Large organizations often have an extensive set of Google Cloud policies to control resources and manage access. Policy Intelligence tools help you understand and manage your policies to proactively improve your security configuration.
The following sections explain what you can do with Policy Intelligence tools.
Understand policies and usage
There are several Policy Intelligence tools that help you understand what access your policies allow and how the policies are being used.
Analyze access
Cloud Asset Inventory provides Policy Analyzer for IAM allow policies, which lets you find out what principals have access to which Google Cloud resources based on your IAM allow policies.
Policy Analyzer helps you answer questions like the following:
- "Who has any access to this IAM service account?"
- "What roles and permissions does this user have on this BigQuery dataset?"
- "Which BigQuery datasets does this user have permission to read?"
By helping you answer these questions, Policy Analyzer lets you effectively administer access. You can also use Policy Analyzer for audit-related and compliance-related tasks.
To learn more about Policy Analyzer for allow policies, see Policy Analyzer overview.
To learn how to use Policy Analyzer for allow policies, see Analyzing IAM policies.
Analyze organization policies
Policy Intelligence provides Policy Analyzer for Organization Policy, which you can use to create an analysis query to get information on both custom and predefined organization policies.
You can use Policy Analyzer to return a list of organization policies with a particular constraint and the resources to which those policies are attached.
To learn how to use Policy Analyzer for Organization Policy, see Analyze existing organization policies.
Troubleshoot access issues
To help you understand and remedy access issues, Policy Intelligence offers the following troubleshooters:
- Policy Troubleshooter for Identity and Access Management
- VPC Service Controls troubleshooter
- Policy Troubleshooter for Chrome Enterprise Premium
Access troubleshooters help answer "why" questions like the following:
- "Why does this user have the
bigquery.datasets.create
permission on this BigQuery dataset?" - "Why isn't this user able to view the allow policy of this Cloud Storage bucket?"
To learn more about these troubleshooters, see Access-related troubleshooters.
Understand service account usage and permissions
Service accounts are a special type of principal that you can use to authenticate applications in Google Cloud.
To help you understand service account usage, Policy Intelligence offers the following features:
Activity Analyzer: Activity Analyzer lets you see when your service accounts and keys were last used to call a Google API. To learn how to use Activity Analyzer, see View recent usage for service accounts and keys.
Service account insights: Service account insights are a type of insight that identify which service accounts in your project have not been used in the past 90 days.
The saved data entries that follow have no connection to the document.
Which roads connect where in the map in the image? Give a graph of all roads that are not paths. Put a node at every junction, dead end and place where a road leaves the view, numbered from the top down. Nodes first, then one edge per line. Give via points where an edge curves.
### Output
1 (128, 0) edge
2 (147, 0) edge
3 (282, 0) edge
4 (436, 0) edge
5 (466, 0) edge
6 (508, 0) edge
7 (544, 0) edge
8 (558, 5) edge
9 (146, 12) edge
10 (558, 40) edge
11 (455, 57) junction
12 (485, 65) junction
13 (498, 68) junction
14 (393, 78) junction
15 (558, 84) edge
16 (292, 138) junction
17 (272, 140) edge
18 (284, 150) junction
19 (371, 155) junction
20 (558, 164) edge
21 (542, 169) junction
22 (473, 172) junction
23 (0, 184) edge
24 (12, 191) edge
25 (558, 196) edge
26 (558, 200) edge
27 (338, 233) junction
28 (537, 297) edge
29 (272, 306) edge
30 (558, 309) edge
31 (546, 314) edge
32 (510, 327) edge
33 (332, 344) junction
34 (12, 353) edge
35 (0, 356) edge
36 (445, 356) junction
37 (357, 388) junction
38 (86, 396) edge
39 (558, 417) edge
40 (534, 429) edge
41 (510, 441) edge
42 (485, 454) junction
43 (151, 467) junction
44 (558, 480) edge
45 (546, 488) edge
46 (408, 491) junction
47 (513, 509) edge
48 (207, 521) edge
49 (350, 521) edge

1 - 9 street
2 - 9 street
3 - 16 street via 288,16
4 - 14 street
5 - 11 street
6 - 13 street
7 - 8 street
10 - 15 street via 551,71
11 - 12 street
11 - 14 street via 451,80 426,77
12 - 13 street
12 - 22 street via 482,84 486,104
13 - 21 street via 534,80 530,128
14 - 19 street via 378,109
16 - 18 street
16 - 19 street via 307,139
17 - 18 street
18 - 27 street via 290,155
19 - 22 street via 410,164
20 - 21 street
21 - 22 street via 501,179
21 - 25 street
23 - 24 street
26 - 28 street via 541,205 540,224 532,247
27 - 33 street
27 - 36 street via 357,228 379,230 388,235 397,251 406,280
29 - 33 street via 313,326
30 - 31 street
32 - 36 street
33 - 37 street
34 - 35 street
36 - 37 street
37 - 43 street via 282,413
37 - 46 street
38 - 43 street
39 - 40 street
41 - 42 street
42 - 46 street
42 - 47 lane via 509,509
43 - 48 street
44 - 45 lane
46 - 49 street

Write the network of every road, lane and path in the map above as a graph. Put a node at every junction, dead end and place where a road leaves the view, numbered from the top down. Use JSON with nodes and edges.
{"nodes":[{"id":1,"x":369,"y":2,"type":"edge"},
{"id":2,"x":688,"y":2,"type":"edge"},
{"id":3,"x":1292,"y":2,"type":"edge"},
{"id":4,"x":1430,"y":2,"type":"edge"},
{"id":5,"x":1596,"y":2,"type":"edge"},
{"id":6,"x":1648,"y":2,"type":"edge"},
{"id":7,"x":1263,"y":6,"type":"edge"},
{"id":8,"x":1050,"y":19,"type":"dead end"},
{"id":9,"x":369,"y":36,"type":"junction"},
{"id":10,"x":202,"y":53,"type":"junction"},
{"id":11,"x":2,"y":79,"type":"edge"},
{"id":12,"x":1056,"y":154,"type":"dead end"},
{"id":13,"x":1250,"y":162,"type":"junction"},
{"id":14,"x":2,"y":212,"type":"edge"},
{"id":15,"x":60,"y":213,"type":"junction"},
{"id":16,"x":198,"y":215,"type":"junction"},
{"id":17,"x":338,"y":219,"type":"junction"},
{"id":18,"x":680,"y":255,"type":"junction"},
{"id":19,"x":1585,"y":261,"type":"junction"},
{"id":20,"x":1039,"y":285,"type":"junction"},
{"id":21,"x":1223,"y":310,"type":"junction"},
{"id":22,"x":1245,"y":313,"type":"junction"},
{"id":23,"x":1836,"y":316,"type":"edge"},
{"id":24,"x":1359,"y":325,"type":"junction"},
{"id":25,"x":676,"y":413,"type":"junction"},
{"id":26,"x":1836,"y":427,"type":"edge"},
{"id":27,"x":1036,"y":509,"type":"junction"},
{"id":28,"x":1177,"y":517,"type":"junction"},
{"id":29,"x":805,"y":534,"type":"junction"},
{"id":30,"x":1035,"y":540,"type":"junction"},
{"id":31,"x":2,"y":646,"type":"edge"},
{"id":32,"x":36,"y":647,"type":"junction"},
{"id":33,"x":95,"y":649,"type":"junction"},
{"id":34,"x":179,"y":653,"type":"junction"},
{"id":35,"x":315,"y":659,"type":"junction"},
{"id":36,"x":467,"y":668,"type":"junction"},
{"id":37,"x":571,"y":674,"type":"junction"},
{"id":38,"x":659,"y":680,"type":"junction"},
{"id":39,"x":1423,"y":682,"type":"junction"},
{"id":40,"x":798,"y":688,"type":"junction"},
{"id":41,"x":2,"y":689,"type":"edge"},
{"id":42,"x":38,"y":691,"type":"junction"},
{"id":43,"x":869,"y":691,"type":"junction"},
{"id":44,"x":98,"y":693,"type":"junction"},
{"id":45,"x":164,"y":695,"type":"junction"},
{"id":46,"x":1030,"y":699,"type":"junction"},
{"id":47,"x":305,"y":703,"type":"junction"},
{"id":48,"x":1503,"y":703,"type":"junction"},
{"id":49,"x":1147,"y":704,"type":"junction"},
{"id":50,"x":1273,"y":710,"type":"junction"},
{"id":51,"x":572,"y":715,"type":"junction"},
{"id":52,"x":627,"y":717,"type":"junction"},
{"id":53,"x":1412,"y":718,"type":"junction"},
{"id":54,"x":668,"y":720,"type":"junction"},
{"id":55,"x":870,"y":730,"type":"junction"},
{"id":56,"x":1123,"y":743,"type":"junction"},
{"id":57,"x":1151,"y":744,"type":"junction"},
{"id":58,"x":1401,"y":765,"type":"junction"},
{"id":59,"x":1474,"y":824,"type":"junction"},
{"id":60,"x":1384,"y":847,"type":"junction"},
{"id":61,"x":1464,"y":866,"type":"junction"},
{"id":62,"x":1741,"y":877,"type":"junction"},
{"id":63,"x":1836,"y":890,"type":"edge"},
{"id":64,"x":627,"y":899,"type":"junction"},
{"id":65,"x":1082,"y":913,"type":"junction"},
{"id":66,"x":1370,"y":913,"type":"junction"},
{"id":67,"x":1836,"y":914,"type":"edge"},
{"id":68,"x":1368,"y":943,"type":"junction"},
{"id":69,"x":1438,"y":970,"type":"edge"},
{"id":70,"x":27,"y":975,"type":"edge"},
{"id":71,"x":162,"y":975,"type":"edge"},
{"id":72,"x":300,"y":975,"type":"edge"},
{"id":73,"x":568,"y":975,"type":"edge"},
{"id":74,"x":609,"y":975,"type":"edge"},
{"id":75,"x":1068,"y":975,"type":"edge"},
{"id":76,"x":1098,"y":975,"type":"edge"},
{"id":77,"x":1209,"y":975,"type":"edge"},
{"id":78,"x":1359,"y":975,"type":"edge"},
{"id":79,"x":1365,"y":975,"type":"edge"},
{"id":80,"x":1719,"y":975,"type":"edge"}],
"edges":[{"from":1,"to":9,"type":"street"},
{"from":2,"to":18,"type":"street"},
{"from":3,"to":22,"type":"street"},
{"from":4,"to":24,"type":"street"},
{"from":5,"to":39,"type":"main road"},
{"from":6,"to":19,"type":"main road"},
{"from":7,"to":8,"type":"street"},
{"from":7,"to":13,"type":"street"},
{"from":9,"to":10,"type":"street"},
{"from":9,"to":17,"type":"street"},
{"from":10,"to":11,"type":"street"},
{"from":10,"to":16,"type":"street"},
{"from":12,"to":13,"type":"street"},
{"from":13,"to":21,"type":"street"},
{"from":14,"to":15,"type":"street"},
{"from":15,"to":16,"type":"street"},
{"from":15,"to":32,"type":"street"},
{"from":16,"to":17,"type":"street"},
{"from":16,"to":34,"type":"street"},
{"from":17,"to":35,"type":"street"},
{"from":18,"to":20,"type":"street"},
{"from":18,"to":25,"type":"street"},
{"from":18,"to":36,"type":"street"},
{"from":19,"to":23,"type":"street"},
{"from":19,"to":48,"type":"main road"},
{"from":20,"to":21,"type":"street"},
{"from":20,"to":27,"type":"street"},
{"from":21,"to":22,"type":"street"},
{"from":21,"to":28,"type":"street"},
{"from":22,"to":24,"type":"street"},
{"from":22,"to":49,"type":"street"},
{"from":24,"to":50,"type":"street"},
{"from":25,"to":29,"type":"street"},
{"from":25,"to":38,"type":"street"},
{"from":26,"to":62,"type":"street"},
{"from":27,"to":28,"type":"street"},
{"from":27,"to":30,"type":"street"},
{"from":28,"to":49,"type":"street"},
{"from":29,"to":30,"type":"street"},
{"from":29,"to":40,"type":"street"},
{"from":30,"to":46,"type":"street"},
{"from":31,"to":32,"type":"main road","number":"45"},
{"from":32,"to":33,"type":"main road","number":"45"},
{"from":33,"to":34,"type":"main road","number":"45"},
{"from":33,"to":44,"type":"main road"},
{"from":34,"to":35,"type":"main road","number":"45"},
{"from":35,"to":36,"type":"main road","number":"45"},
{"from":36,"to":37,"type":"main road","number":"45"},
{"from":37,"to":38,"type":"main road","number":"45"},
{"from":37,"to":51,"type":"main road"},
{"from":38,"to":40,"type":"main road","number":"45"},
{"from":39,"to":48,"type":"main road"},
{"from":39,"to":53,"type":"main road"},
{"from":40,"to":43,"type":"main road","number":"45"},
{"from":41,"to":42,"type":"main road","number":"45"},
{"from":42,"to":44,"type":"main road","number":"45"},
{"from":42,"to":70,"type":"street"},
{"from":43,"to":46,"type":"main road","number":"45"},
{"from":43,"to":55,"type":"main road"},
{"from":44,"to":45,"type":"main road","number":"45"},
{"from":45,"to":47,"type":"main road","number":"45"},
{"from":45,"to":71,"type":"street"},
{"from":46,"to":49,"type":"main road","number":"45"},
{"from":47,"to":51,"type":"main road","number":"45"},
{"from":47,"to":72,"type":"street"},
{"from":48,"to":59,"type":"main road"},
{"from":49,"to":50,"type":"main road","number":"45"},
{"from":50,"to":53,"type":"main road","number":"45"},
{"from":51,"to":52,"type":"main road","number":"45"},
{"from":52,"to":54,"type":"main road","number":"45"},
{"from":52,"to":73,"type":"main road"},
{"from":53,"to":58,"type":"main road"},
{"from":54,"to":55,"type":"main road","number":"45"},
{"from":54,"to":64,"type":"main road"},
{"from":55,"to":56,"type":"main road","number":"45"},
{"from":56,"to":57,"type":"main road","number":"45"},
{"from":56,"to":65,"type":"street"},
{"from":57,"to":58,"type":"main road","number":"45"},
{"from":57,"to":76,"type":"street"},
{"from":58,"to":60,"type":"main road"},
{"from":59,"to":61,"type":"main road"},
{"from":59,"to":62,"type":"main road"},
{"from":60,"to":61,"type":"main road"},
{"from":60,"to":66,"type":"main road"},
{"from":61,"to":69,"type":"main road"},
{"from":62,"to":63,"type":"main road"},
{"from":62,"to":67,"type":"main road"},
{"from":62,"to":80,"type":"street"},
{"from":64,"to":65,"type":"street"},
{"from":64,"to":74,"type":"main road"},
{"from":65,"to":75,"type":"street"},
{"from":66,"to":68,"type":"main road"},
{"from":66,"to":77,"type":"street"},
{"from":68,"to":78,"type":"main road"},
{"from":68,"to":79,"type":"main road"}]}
To learn how to manage service account insights, see Find unused service accounts.
To help you understand service account permissions, Policy Intelligence offers lateral movement insights. Lateral movement insights are a type of insight that identify roles that allow a service account in one project to impersonate a service account in another project. For more information about lateral movement insights, see How lateral movement insights are generated. To learn how to manage lateral movement insights, see Identify service accounts with lateral movement permissions.
Lateral movement insights are sometimes linked to role recommendations. Role recommendations suggest actions that you can take to remediate the issues identified by lateral movement insights.
Improve your policies
You can improve your IAM allow policies by using role recommendations. Role recommendations help you enforce the principle of least privilege by ensuring that principals have only the permissions that they actually need. Each role recommendation suggests that you remove or replace an IAM role that gives your principals excess permissions.
To learn more about role recommendations, including how they're generated, see Enforce least privilege with role recommendations.
To learn how to manage role recommendations, see one of the following guides:
- Review and apply role recommendations for projects, folders, and organizations
- Review and apply role recommendations for Cloud Storage buckets
- Review and apply role recommendations for BigQuery datasets
Prevent policy misconfigurations
There are several Policy Intelligence tools that you can use to see how changes to policies will impact your organization. After you see the effect of the changes, you can decide whether or not to make them.
Test changes to access-related policies
To let you see how a change to an access-related policy might affect your princpals' access, Policy Intelligence provides the following policy simulators:
- Policy Simulator for allow policies
- Policy Simulator for deny policies
- Policy Simulator for principal access boundary policies
Each of these simulators lets you see how a change to a policy of that type would affect access for your principals before you commit to making the change. Each simulator only evaluates one policy type—they don't take into account whether other types of policies would permit or block access.
Test organization policy changes
Policy Simulator for Organization Policy lets you preview the impact of a new custom constraint or organization policy that enforces a custom constraint before it is enforced on your production environment.
Policy Simulator provides a list of resources that violate the proposed policy before it is enforced, allowing you to reconfigure those resources, request exceptions, or change the scope of your organization policy, all without disrupting your developers or bringing down your environment.
To learn how to use Policy Simulator to test changes to organization policies, see Test organization policy changes with Policy Simulator.